Search through the entries for the word "color" and copy every line that has it.

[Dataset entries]
↓

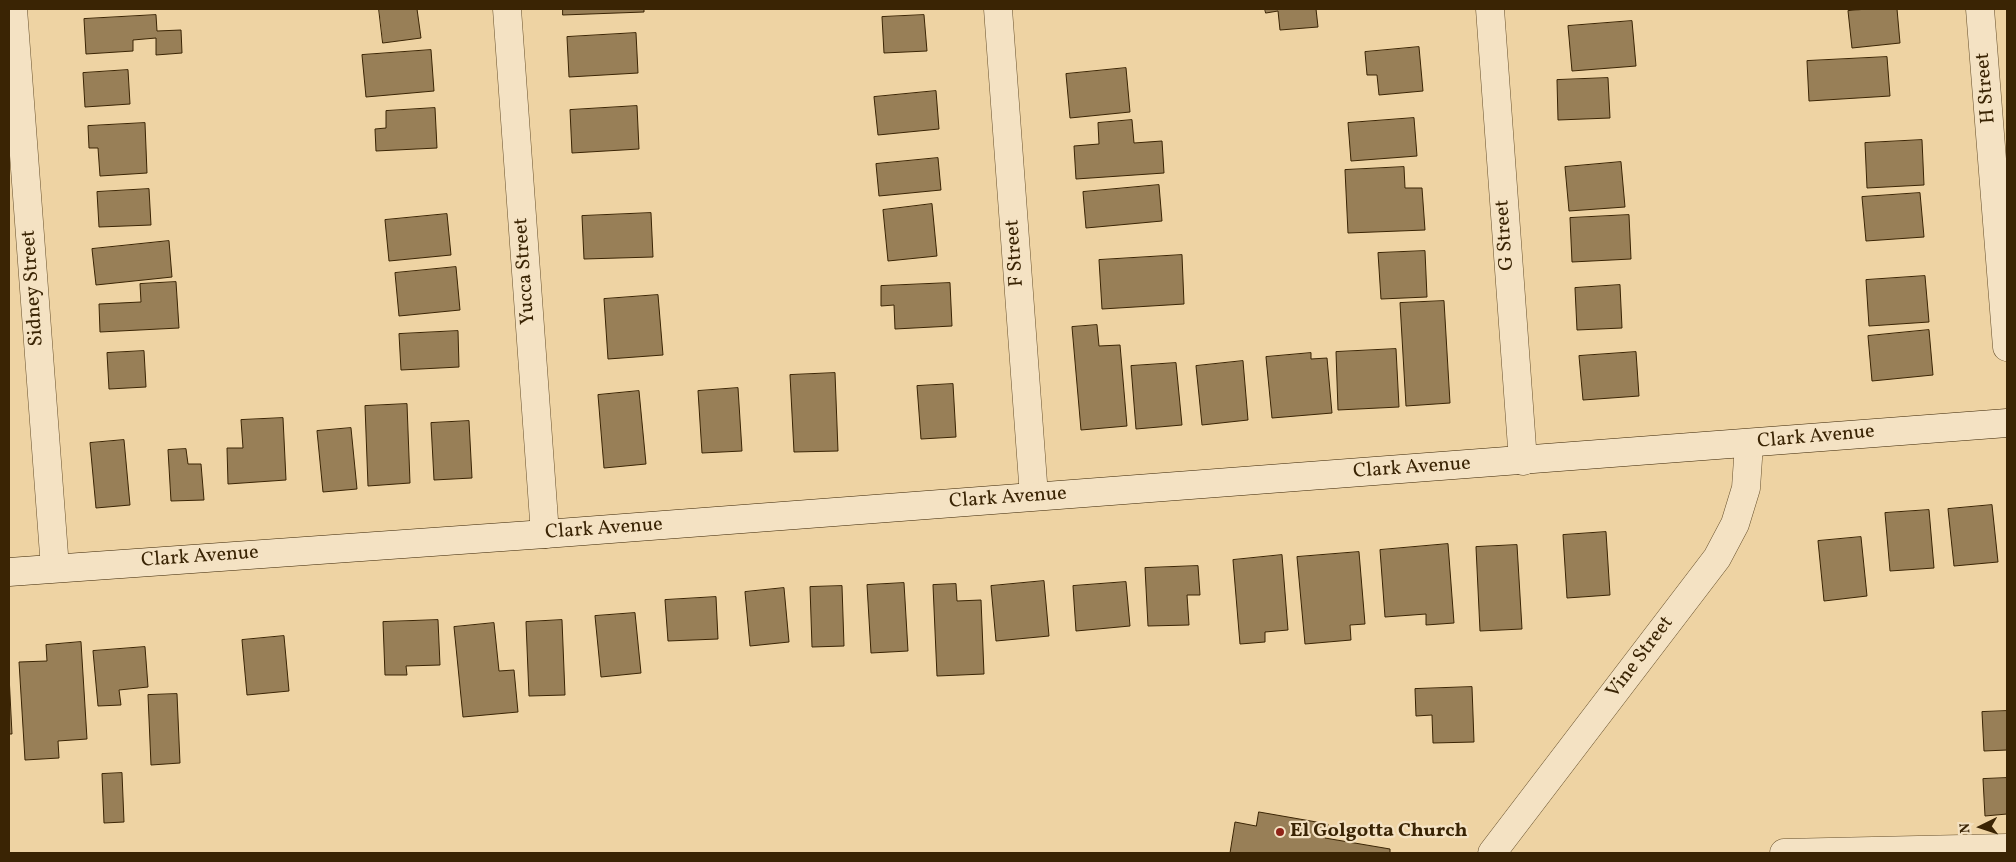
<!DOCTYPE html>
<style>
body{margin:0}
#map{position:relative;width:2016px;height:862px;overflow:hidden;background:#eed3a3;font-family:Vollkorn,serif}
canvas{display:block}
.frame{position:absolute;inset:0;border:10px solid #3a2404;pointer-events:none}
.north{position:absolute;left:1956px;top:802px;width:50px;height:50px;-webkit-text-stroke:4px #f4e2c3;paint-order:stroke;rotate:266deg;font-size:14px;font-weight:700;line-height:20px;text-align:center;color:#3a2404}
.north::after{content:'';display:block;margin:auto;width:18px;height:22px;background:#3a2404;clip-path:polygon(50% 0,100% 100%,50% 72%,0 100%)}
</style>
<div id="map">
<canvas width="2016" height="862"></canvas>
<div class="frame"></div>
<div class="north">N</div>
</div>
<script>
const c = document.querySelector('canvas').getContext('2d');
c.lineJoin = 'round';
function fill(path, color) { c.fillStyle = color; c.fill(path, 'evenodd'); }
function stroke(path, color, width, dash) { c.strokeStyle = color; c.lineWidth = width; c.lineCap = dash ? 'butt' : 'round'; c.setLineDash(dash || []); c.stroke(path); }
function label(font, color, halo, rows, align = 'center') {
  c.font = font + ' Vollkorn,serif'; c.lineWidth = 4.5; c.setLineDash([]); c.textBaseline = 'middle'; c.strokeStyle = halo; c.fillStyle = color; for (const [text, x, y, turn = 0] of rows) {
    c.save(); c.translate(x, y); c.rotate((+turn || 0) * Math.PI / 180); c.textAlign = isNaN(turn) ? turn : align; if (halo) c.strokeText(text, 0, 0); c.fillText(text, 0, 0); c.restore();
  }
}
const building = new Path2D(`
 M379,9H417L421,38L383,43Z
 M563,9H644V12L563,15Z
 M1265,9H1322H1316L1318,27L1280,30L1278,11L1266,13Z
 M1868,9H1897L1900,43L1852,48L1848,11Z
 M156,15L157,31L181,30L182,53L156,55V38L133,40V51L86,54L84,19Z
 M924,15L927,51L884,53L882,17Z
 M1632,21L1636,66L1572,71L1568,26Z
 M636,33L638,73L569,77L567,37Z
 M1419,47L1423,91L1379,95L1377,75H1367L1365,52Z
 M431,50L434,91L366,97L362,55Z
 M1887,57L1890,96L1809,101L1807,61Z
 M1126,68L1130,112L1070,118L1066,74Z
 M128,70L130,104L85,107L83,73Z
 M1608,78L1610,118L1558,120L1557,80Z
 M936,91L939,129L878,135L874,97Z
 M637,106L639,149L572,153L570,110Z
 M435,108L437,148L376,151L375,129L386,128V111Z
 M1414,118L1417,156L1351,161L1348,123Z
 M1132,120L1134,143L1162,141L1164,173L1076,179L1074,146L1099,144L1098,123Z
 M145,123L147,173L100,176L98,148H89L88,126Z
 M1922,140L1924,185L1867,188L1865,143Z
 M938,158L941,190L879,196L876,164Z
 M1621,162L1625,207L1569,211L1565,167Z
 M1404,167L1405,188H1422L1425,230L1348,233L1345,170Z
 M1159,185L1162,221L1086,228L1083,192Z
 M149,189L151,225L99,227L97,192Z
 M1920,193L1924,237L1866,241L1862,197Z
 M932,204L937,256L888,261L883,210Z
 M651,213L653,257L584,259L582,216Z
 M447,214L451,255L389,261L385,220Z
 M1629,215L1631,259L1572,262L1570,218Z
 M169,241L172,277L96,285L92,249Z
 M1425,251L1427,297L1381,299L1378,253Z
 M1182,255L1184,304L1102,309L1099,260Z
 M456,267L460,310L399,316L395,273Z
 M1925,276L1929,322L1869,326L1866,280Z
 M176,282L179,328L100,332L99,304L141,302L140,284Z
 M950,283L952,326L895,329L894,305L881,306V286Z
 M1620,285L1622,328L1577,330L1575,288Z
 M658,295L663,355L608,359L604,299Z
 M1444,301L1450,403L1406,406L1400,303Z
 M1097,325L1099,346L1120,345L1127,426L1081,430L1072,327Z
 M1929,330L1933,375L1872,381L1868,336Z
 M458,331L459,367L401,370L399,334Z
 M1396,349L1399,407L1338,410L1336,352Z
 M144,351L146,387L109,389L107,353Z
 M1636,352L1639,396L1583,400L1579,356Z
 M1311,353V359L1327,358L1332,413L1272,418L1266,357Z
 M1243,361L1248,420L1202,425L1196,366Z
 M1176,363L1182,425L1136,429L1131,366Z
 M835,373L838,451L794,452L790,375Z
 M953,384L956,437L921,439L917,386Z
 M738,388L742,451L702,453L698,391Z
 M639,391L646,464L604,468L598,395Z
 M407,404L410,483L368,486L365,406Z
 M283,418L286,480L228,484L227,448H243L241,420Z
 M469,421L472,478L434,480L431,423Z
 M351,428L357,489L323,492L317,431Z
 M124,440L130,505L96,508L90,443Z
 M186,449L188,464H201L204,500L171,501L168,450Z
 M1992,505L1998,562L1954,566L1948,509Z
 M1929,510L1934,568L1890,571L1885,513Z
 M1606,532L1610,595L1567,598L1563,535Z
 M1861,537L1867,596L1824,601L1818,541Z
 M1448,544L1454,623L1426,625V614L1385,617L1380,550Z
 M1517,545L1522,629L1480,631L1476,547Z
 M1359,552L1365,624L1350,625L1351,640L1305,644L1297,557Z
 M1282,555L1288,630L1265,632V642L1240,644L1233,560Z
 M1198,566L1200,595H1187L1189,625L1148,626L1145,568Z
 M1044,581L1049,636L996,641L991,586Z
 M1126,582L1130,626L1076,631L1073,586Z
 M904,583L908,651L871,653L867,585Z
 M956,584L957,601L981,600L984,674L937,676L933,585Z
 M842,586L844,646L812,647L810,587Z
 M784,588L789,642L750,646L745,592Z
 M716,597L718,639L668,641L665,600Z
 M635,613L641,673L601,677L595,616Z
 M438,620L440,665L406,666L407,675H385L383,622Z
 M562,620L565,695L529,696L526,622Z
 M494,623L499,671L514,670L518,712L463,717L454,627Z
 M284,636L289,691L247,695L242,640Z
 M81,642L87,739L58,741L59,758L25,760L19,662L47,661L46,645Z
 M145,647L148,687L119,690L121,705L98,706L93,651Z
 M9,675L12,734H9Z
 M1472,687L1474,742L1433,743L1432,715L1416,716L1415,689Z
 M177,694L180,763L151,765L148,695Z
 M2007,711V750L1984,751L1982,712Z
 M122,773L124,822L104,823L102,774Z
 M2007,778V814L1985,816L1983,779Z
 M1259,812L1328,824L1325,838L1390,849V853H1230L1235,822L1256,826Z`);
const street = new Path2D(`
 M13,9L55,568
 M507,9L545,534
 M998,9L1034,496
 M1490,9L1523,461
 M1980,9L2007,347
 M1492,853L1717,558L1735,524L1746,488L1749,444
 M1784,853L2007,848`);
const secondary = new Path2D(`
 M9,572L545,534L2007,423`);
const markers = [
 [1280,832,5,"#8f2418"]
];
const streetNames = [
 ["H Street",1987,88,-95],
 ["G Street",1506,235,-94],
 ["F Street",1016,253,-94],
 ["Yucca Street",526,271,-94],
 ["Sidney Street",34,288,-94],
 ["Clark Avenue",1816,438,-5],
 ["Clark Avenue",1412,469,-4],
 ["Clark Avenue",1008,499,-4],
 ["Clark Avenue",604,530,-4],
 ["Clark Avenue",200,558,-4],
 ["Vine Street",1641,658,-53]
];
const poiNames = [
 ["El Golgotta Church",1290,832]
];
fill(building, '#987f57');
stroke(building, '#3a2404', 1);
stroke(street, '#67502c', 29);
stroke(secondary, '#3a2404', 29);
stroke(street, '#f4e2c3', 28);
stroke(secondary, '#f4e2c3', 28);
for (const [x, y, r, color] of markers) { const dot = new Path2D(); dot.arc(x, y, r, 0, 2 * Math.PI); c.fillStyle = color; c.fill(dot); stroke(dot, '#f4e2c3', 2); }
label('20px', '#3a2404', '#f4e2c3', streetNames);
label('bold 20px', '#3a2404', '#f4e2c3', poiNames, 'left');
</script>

↑

# RESULT FOR THIS EXERCISE
.north{position:absolute;left:1956px;top:802px;width:50px;height:50px;-webkit-text-stroke:4px #f4e2c3;paint-order:stroke;rotate:266deg;font-size:14px;font-weight:700;line-height:20px;text-align:center;color:#3a2404}
function fill(path, color) { c.fillStyle = color; c.fill(path, 'evenodd'); }
function stroke(path, color, width, dash) { c.strokeStyle = color; c.lineWidth = width; c.lineCap = dash ? 'butt' : 'round'; c.setLineDash(dash || []); c.stroke(path); }
function label(font, color, halo, rows, align = 'center') {
  c.font = font + ' Vollkorn,serif'; c.lineWidth = 4.5; c.setLineDash([]); c.textBaseline = 'middle'; c.strokeStyle = halo; c.fillStyle = color; for (const [text, x, y, turn = 0] of rows) {
for (const [x, y, r, color] of markers) { const dot = new Path2D(); dot.arc(x, y, r, 0, 2 * Math.PI); c.fillStyle = color; c.fill(dot); stroke(dot, '#f4e2c3', 2); }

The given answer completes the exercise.